Позади матерится Лис, что-то высказывая торопыге-Камню, который сам говорил подождать, и сам же теперь лап разомкнуть не может…
Он все это бормочет, призывая Лешку дать мне хоть немного отдыха, пожалеть “малышку”, а сам… А сам уже гладит, сладко, нежно нацеловывая сзади, щекотные местечки у ступней, выше по икрам, сгибы коленей, бедра. Выше.

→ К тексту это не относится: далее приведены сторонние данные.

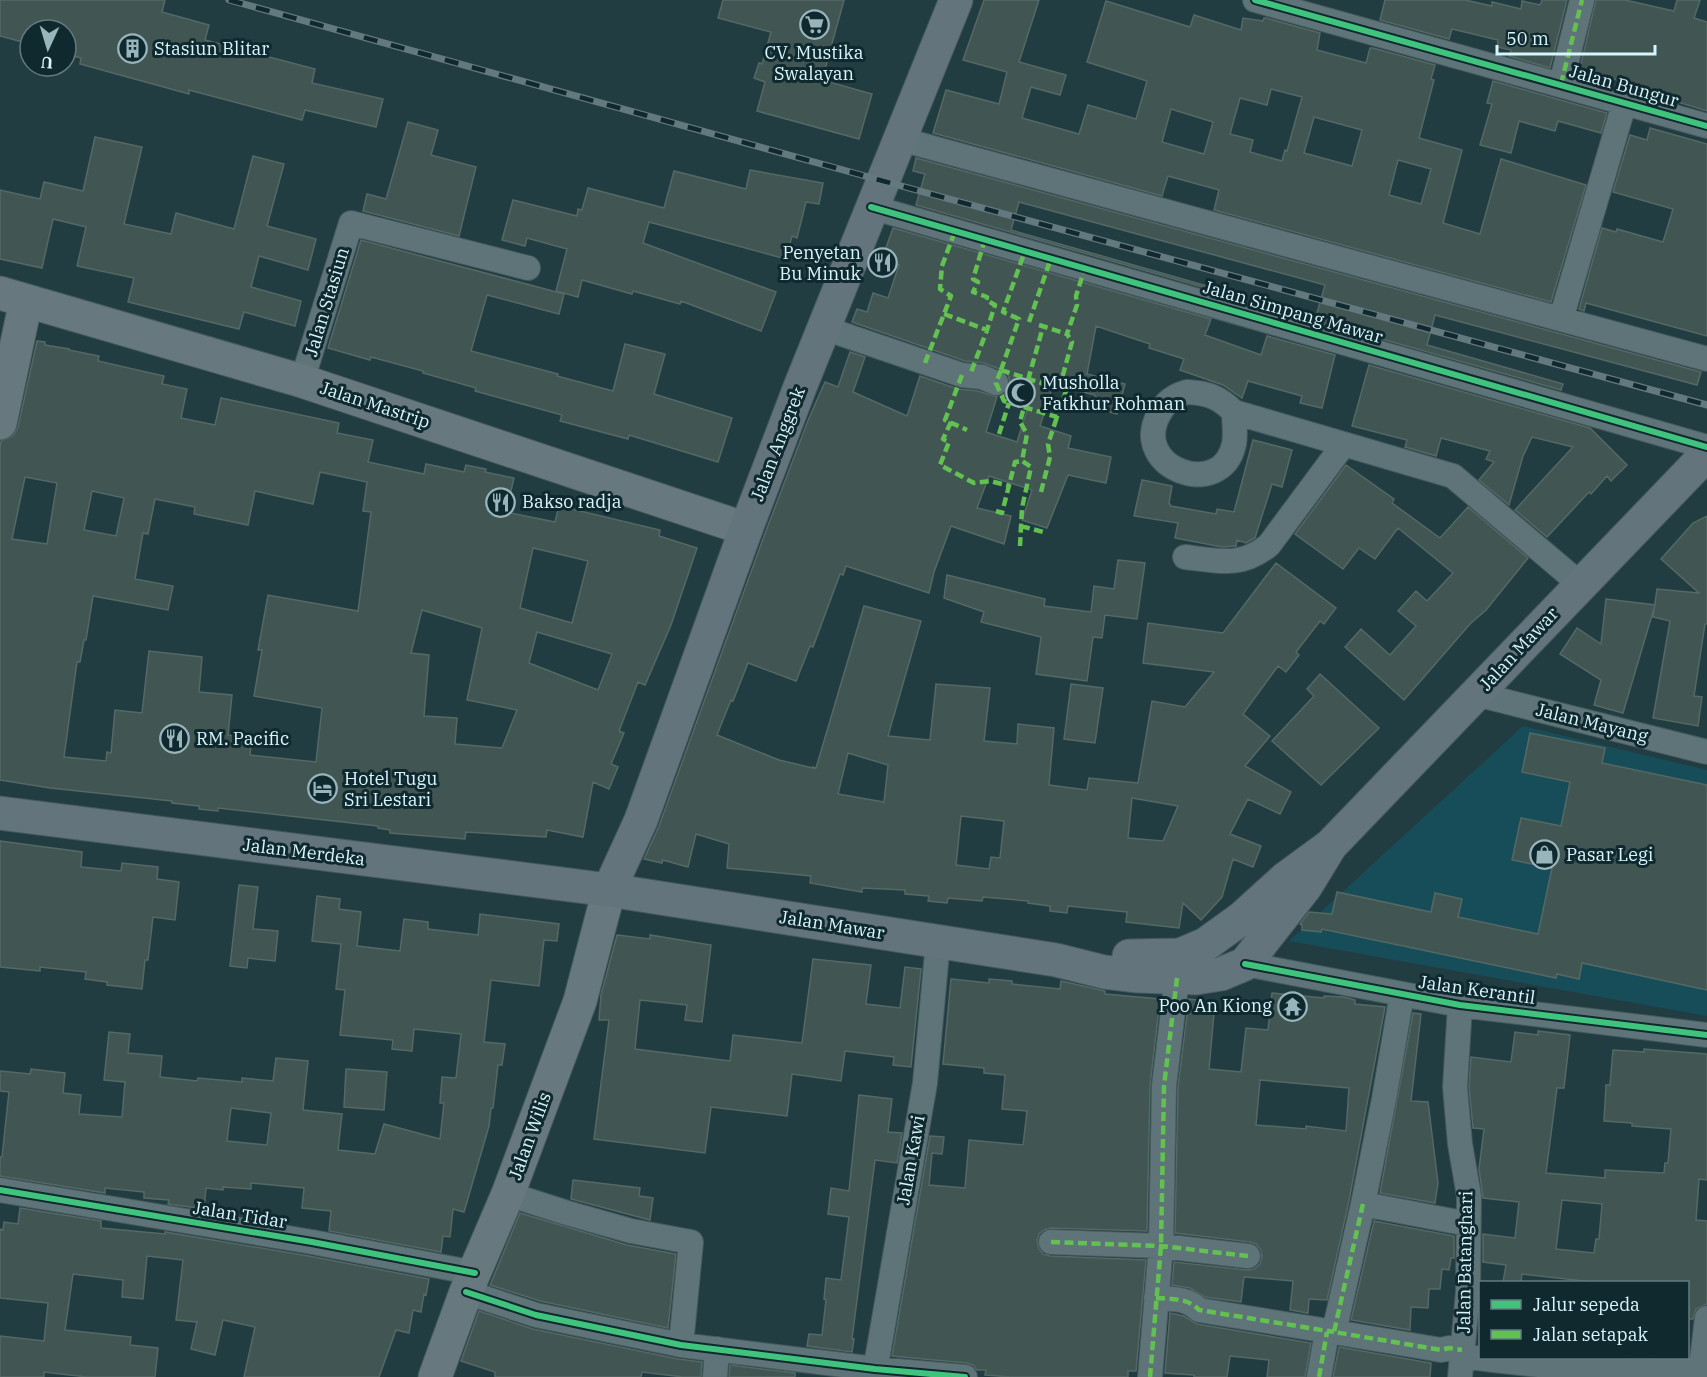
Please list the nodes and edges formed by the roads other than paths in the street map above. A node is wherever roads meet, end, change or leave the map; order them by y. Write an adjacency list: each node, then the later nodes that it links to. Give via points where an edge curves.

— Малыш… — сладко выдыхает он и кусает меня прямо за ягодицу.
Лешка в этот самый момент добирается снова до губ, теперь уже не поверхностно, а глубоко целуя, и свое возмущение вероломным укусом Лиса мне не удается высказать.
Только взвизгнуть и пугливо поджать ноги.
— Дай ее… Дай мне сейчас… — в голосе Лиса столько мольбы, что Камень склоняется вперед, разрывая поцелуй, и отпускает меня в руки Лиса.
Тот, счастливо выдохнув, тут же сграбастывает, так же несдержанно кусает теперь уже в плечо, а затем чуть отклоняется назад, возится с упаковкой презерватива… И через мгновение я ощущаю, как в меня входит его напряженный, жесткий член.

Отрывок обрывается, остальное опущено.